[Dataset entries]

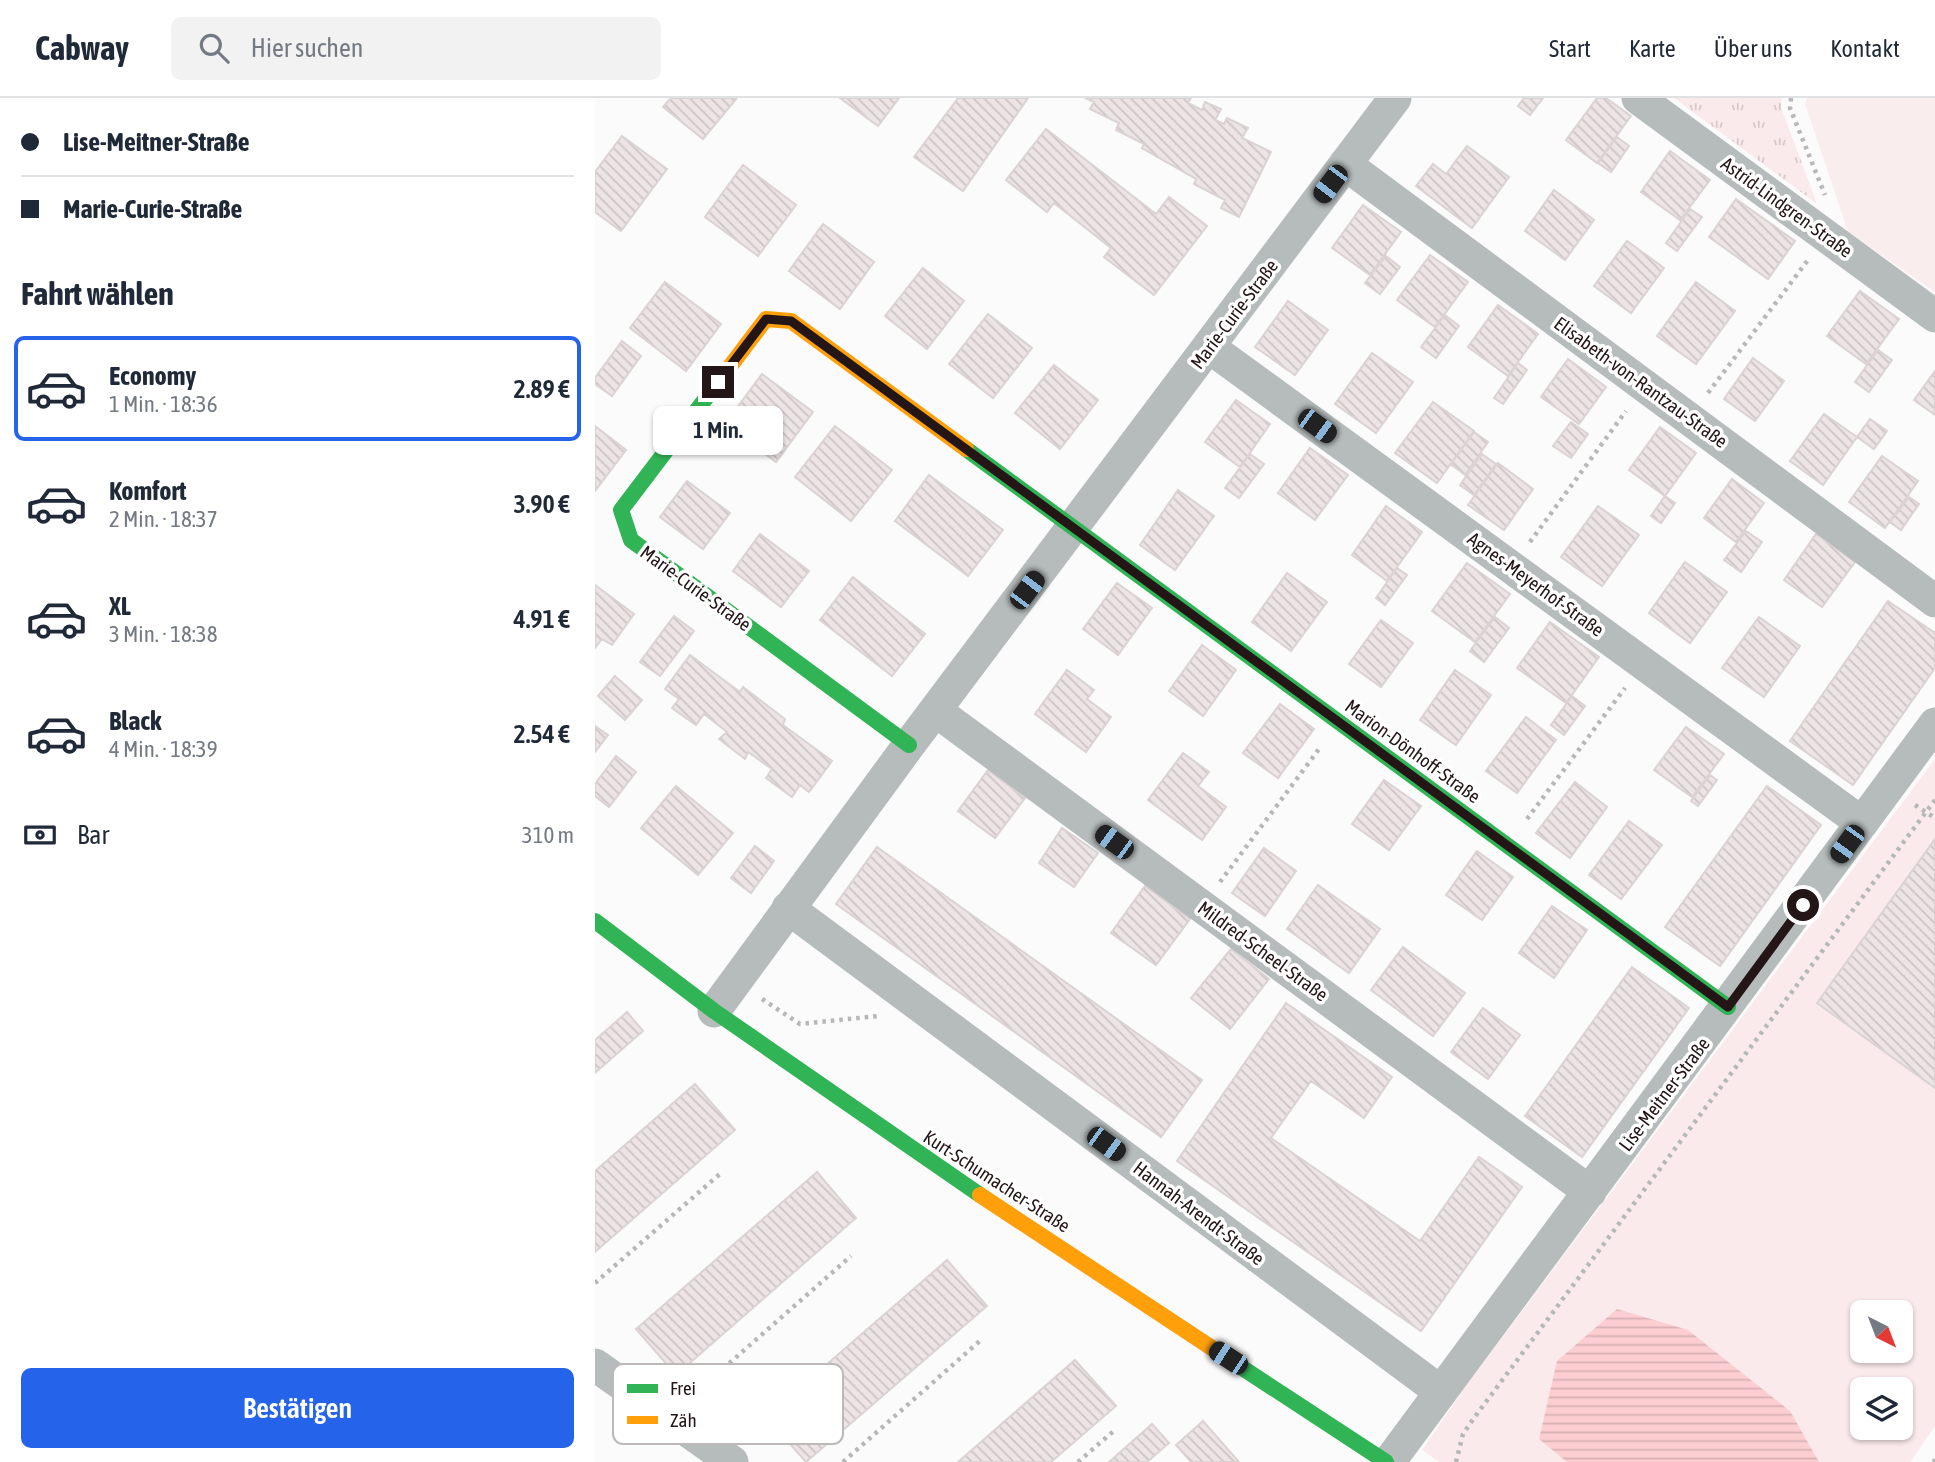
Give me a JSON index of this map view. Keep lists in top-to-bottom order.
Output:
{
  "streets": {
    "street": [
      "Astrid-Lindgren-Straße",
      "Marie-Curie-Straße",
      "Elisabeth-von-Rantzau-Straße",
      "Agnes-Meyerhof-Straße",
      "Marion-Dönhoff-Straße",
      "Mildred-Scheel-Straße",
      "Lise-Meitner-Straße",
      "Kurt-Schumacher-Straße",
      "Hannah-Arendt-Straße"
    ]
  },
  "crossings": [
    ["Marie-Curie-Straße", "Elisabeth-von-Rantzau-Straße"],
    ["Marie-Curie-Straße", "Agnes-Meyerhof-Straße"],
    ["Marie-Curie-Straße", "Marion-Dönhoff-Straße"],
    ["Marie-Curie-Straße", "Mildred-Scheel-Straße"],
    ["Marie-Curie-Straße", "Kurt-Schumacher-Straße"],
    ["Marie-Curie-Straße", "Hannah-Arendt-Straße"],
    ["Agnes-Meyerhof-Straße", "Lise-Meitner-Straße"],
    ["Marion-Dönhoff-Straße", "Lise-Meitner-Straße"],
    ["Mildred-Scheel-Straße", "Lise-Meitner-Straße"],
    ["Lise-Meitner-Straße", "Kurt-Schumacher-Straße"],
    ["Lise-Meitner-Straße", "Hannah-Arendt-Straße"]
  ],
  "legend": ["Frei", "Zäh"],
  "north": "bottom right",
  "page": {
    "header": "Cabway",
    "search": "Hier suchen",
    "nav": [
      "Start",
      "Karte",
      "Über uns",
      "Kontakt"
    ],
    "banner": ["Lise-Meitner-Straße", "Marie-Curie-Straße"],
    "heading": "Fahrt wählen",
    "list": [
      {
        "name": "Economy",
        "note": "1 Min. · 18:36",
        "value": "2.89 €"
      },
      {
        "name": "Komfort",
        "note": "2 Min. · 18:37",
        "value": "3.90 €"
      },
      {
        "name": "XL",
        "note": "3 Min. · 18:38",
        "value": "4.91 €"
      },
      {
        "name": "Black",
        "note": "4 Min. · 18:39",
        "value": "2.54 €"
      }
    ],
    "bubble": "1 Min.",
    "pay": ["Bar", "310 m"],
    "buttons": "Bestätigen"
  }
}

◆ **What needs to be done**: Line count for the word "Scheel": work out how many lines of the data above include it, and reply with that number alone.

◆ **Answer**: 3